What truly pisses me off when fundemantalist Christians call for taking a firm stand (and taking sides in politics along religious lines) is that they don’t acknowledge that they are picking the lesser of two evils in many cases, just as I often do. It’s just that they are picking their candidate based on biblical issues that cut closer to their hearts. The notion that Obama is probably an evil man lifted up by God to this position for a specific purpose (as Recovering at Evangelicals Anonymous seems to me to be saying in the post I link to above), and criticizing Christians like me by suggesting that we have sided with evil or are actually secular progressives in disguise…well, it bothers me. A hell of a lot.

I know that I have hypocrisy in my own life. I know there are areas in which my personal beliefs conflict with my Christian ones. For example, I don’t like abortion, but I also don’t believe it is my place to restrict a woman’s right to choose. I don’t think God particularly wants us to be in homosexual relationships, but I will not put same-sex couples into some special sin category, nor do I see the point in fighting against same-sex marriage. But why do so many on the right-leaning side of Christianity refuse to acknowledge their own dual-minded natures?

For example, why decry efforts toward universal healthcare or a tax system that expects those who make more to contribute more as socialism and say that it’s going to destroy our nation’s political, moral and social structure? Didn’t Jesus and his followers call for selling what they had and helping the poor, the widowed and the sick? Wasn’t their lifestyle promoting elements of socialism and even communism? And Jesus didn’t call for the government to outlaw things he found distasteful (gambling, prostitution, lying, etc.) but instead hung out with and reached out to people with lifetstyles he disagreed with, purely on a personal, one-to-one-basis.

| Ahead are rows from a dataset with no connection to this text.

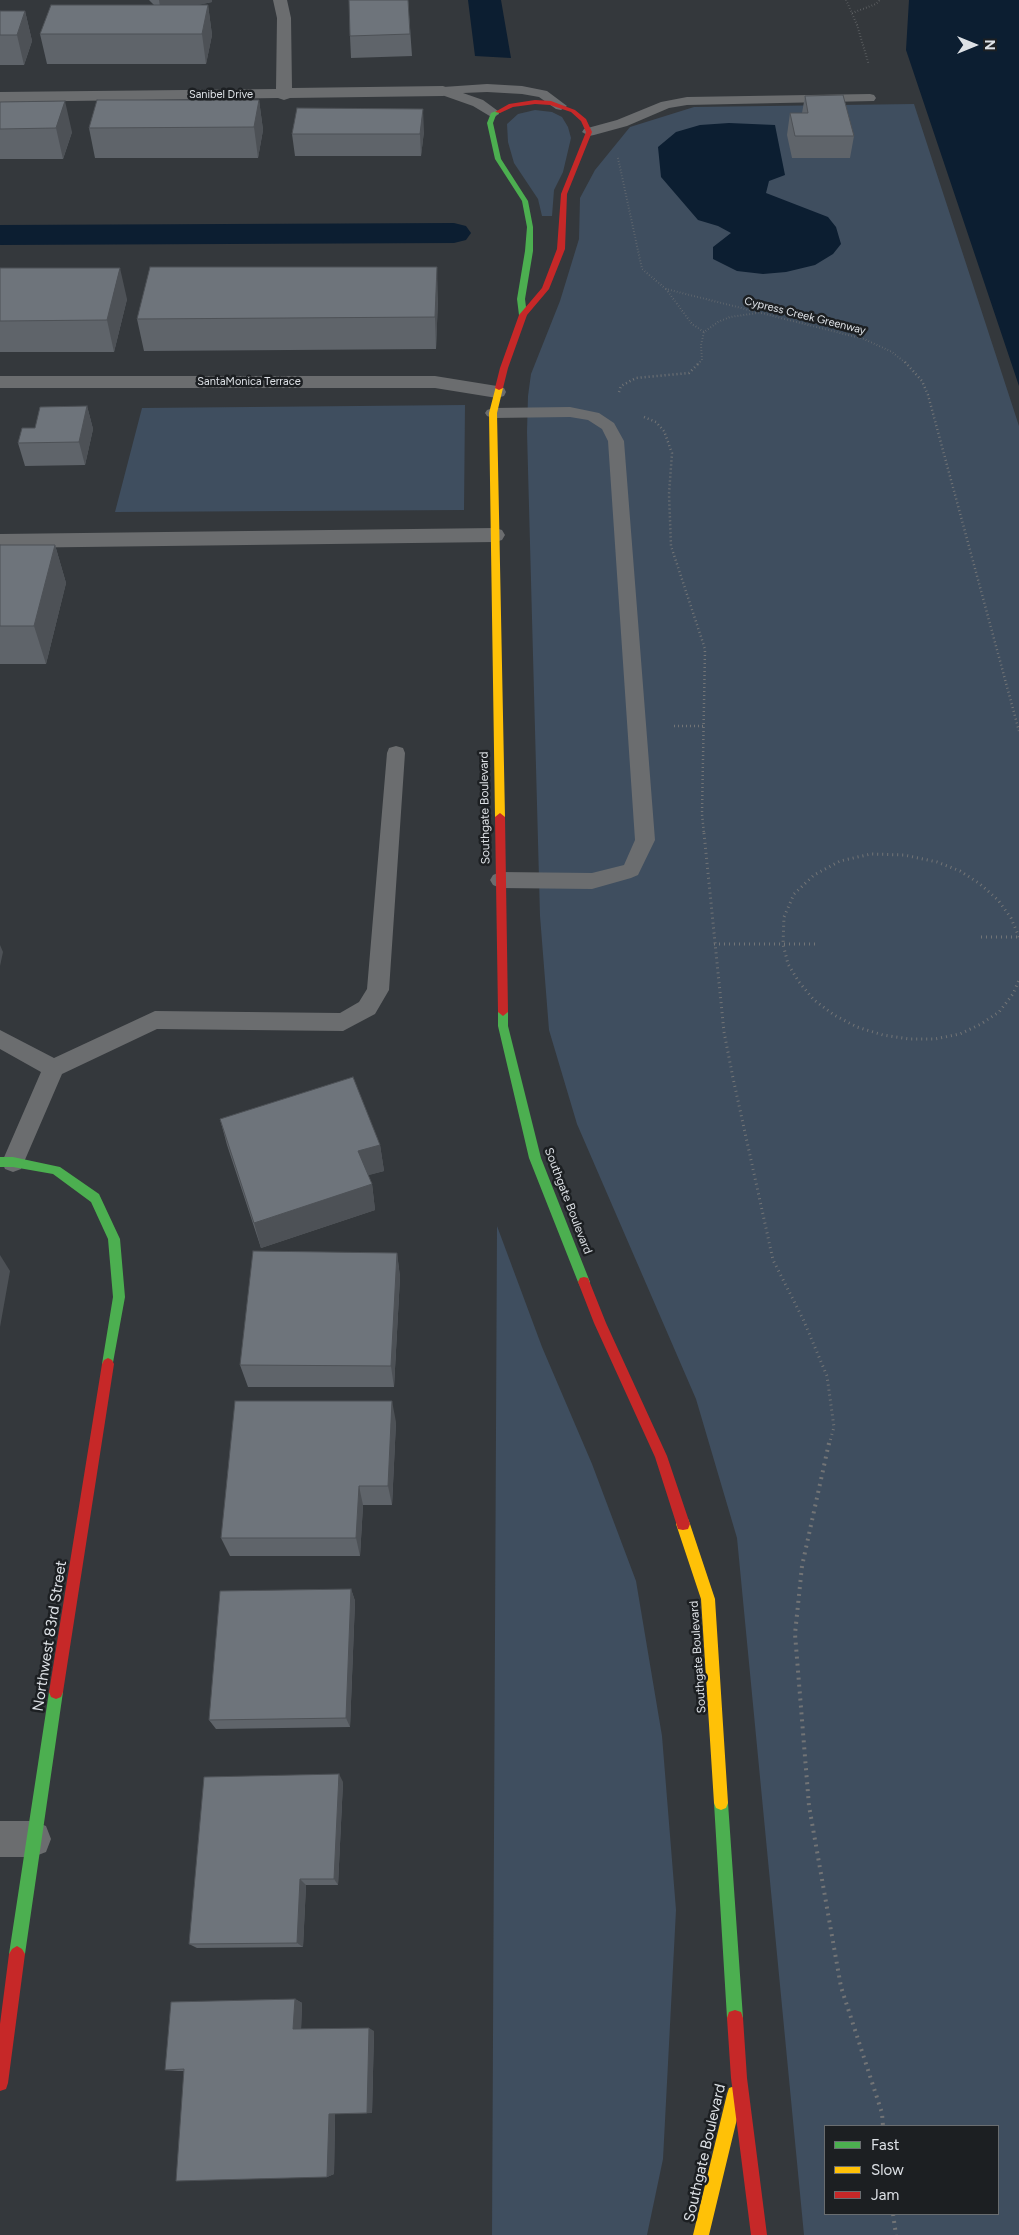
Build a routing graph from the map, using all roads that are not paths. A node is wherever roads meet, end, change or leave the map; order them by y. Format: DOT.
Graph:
graph roads {
  1 [pos="280,0"];
  2 [pos="443,91"];
  3 [pos="284,95"];
  4 [pos="0,97"];
  5 [pos="870,98"];
  6 [pos="561,106"];
  7 [pos="493,114"];
  8 [pos="589,132"];
  9 [pos="523,315"];
  10 [pos="0,382"];
  11 [pos="497,392"];
  12 [pos="493,413"];
  13 [pos="495,536"];
  14 [pos="0,541"];
  15 [pos="396,753"];
  16 [pos="500,880"];
  17 [pos="0,1039"];
  18 [pos="54,1068"];
  19 [pos="6,1162"];
  20 [pos="17,1839"];
  21 [pos="739,2078"];
  22 [pos="0,2083"];
  23 [pos="701,2235"];
  24 [pos="759,2235"];
  1 -- 3 [label="street"];
  2 -- 3 [label="street, Sanibel Drive"];
  2 -- 6 [label="lane, Sanibel Drive"];
  2 -- 7 [label="lane, Sanibel Drive"];
  3 -- 4 [label="street, Sanibel Drive"];
  5 -- 8 [label="lane"];
  6 -- 7 [label="street"];
  6 -- 8 [label="street"];
  7 -- 9 [label="street, Southgate Boulevard"];
  8 -- 9 [label="street, Southgate Boulevard"];
  9 -- 11 [label="street, Southgate Boulevard"];
  10 -- 11 [label="street, SantaMonica Terrace"];
  11 -- 12 [label="street, Southgate Boulevard"];
  12 -- 13 [label="street, Southgate Boulevard"];
  12 -- 16 [label="lane"];
  13 -- 14 [label="street"];
  13 -- 16 [label="street, Southgate Boulevard"];
  15 -- 18 [label="lane"];
  16 -- 21 [label="street, Southgate Boulevard"];
  17 -- 18 [label="lane"];
  18 -- 19 [label="lane"];
  19 -- 20 [label="street, Northwest 83rd Street"];
  20 -- 22 [label="street, Northwest 83rd Street"];
  21 -- 23 [label="street, Southgate Boulevard"];
  21 -- 24 [label="street, Southgate Boulevard"];
}
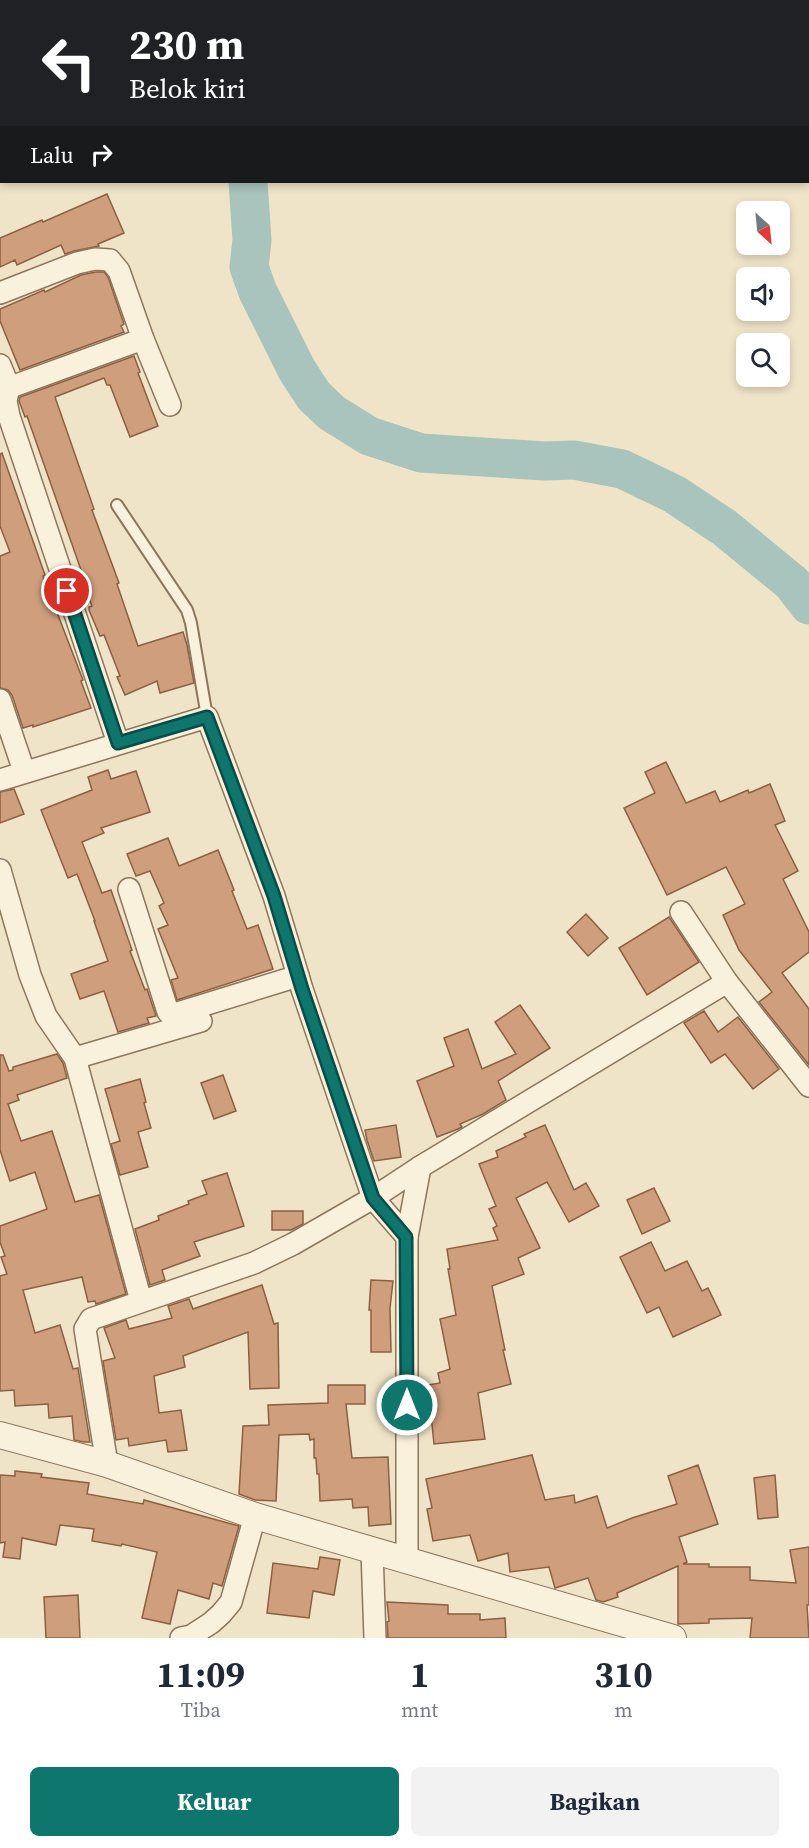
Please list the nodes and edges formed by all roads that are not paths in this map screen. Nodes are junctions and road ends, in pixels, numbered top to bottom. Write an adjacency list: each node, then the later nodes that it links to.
1 (0, 293): 2 (street)
2 (143, 339): 4 (street); 5 (street)
3 (0, 364): 4 (street)
4 (4, 389): 9 (street)
5 (170, 405)
6 (117, 505): 8 (lane)
7 (0, 700): 10 (street)
8 (207, 717): 9 (street); 16 (street)
9 (118, 743): 10 (street)
10 (24, 771): 11 (street)
11 (0, 780)
12 (0, 870): 17 (street)
13 (129, 889): 16 (street)
14 (681, 912): 15 (street)
15 (727, 981): 18 (street); 19 (street)
16 (300, 983): 17 (street); 20 (street)
17 (75, 1058): 22 (street)
18 (809, 1086)
19 (420, 1167): 20 (street); 21 (street)
20 (373, 1198): 21 (street); 22 (street)
21 (406, 1237): 27 (street)
22 (141, 1301): 24 (street)
23 (0, 1436): 24 (street)
24 (107, 1464): 25 (street)
25 (255, 1516): 26 (street); 28 (street)
26 (372, 1551): 27 (street); 29 (street)
27 (407, 1561): 30 (street)
28 (187, 1637)
29 (375, 1638)
30 (673, 1638)

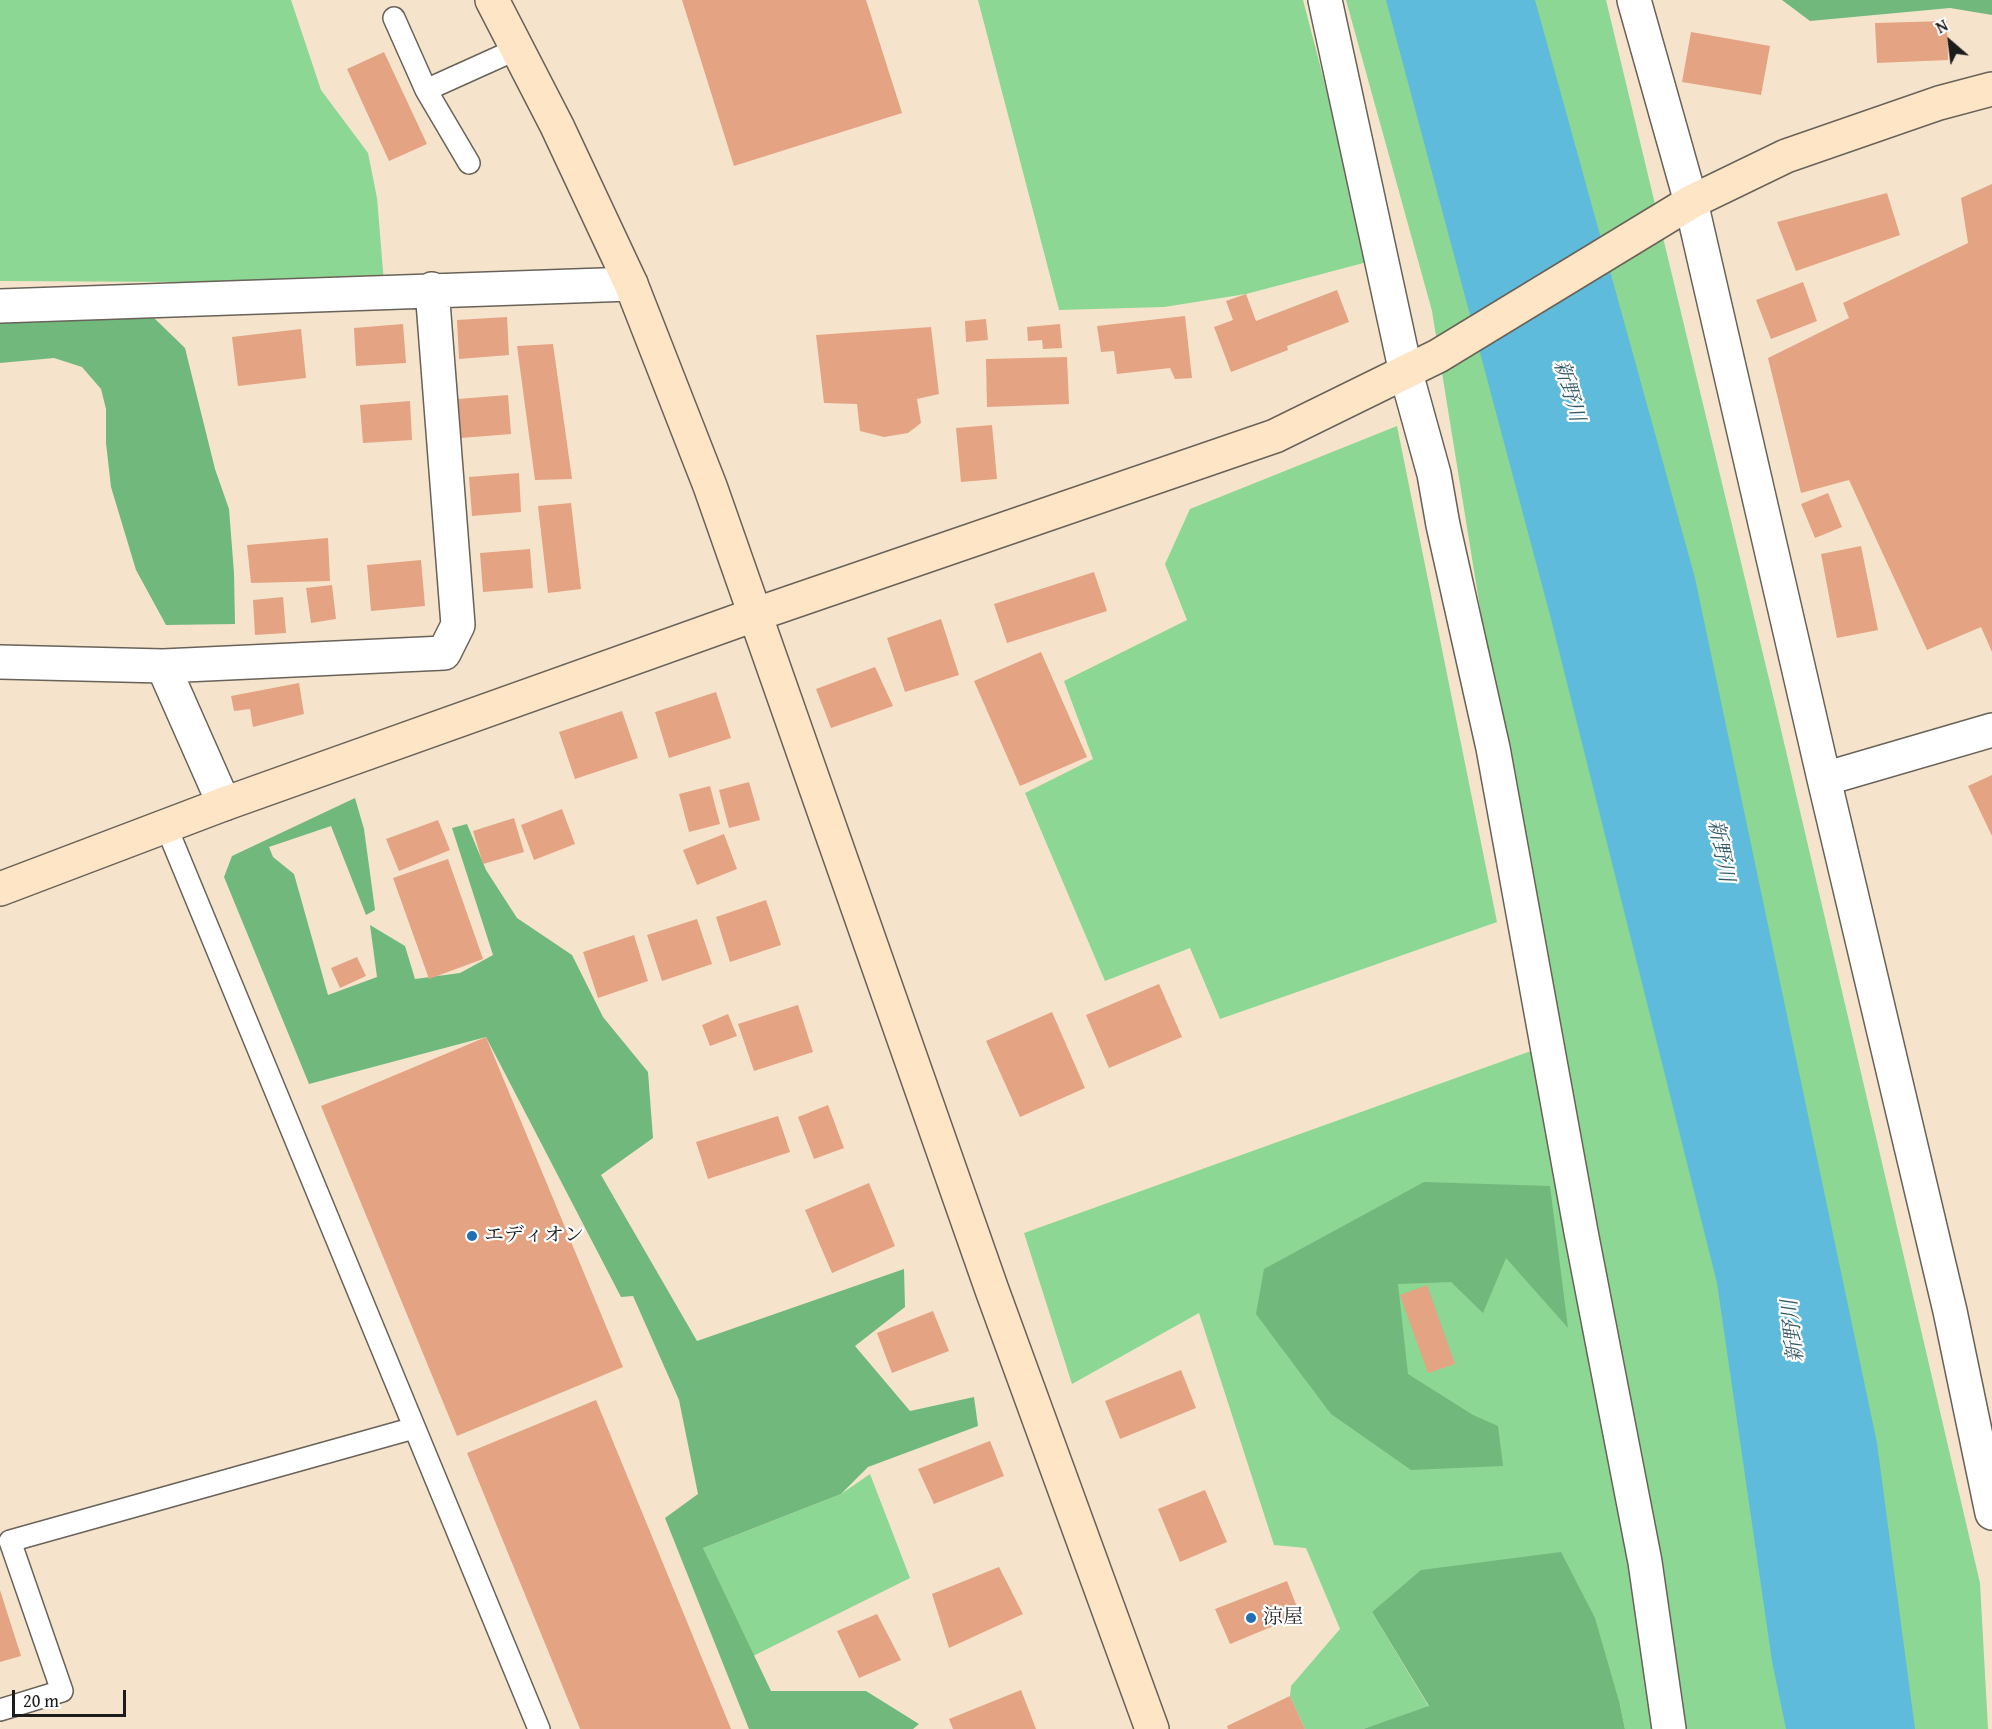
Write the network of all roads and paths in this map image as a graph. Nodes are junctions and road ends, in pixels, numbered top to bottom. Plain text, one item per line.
1 (492, 0) edge
2 (1325, 0) edge
3 (1634, 0) edge
4 (394, 18) dead end
5 (517, 50) junction
6 (1992, 89) edge
7 (426, 90) junction
8 (470, 163) dead end
9 (1678, 210) junction
10 (631, 284) junction
11 (432, 290) junction
12 (0, 306) edge
13 (1406, 373) junction
14 (754, 615) junction
15 (0, 662) edge
16 (163, 666) junction
17 (1992, 730) edge
18 (1824, 779) junction
19 (224, 804) junction
20 (166, 826) junction
21 (0, 889) edge
22 (414, 1428) junction
23 (1992, 1513) edge
24 (0, 1710) edge
25 (539, 1729) edge
26 (1152, 1729) edge
27 (1669, 1729) edge

1 - 5 street
2 - 13 street
3 - 9 street
4 - 7 lane
5 - 7 lane
5 - 10 street
6 - 9 street
7 - 8 lane
9 - 13 street
9 - 18 street
10 - 11 street
10 - 14 street
11 - 12 street
11 - 16 street
13 - 14 street
13 - 27 street
14 - 19 street
14 - 26 street
15 - 16 street
16 - 19 street
17 - 18 street
18 - 23 street
19 - 20 street
20 - 21 street
20 - 22 lane
22 - 24 lane
22 - 25 lane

And yet, these are the people who say they want government to step back and go away and get out of their business because it’s “socialism” or it’s “liberal overtolerance.” Candidates are to be reviled for not advocating the outlaw or sharp restriction of abortion or for proposing that the government should tighten up environmental regulations (instead of, I guess, just assuming that God wants us to waste and misuse his planet right up until the End Times). The right-leaning Christians want politicians to step forward on outlawing gay marriage or imposing religious standards on when life begins, but they want government to step away the moment it moves toward social issues that Jesus himself advocated, like helping the poor. Most of what Jesus did was about helping the poor and downtrodden, and yet somehow our government is supposed to drop those people from its radar and let them fend for themselves or hope that we Christians will pick up the slack (which we pretty much don’t do).

It’s somehow government’s job to uphold the biblical value they hold dear, and to avoid those that others hold dear.

Again, I’m not saying I’m perfect. I am filled with contradictions and conflicts. But I try to admit them and I try to see why others feel the way they do. It distresses me when I don’t get the same consideration from the other side in so many cases. Instead of saying, “I understand where you’re coming from,” I more often get what seems to me to be a thinly veiled (or not veiled at all): “You are going against the word of God and you have failed Jesus.”

Almost all of us who are born again pick and choose what parts of God’s Word we will champion and what we won’t. What irritates me is when someone on one side or the other claims that they know which ones God considers most important and then tells the other side they are wrong, wrong, wrong.

I may think you’re wrong, but I’ll rarely suggest that you are an idiot for being that way, and you’ll almost never see me suggest that you’re against Jesus because you disagree with me or, worse yet, that you are supporting Satan’s plans.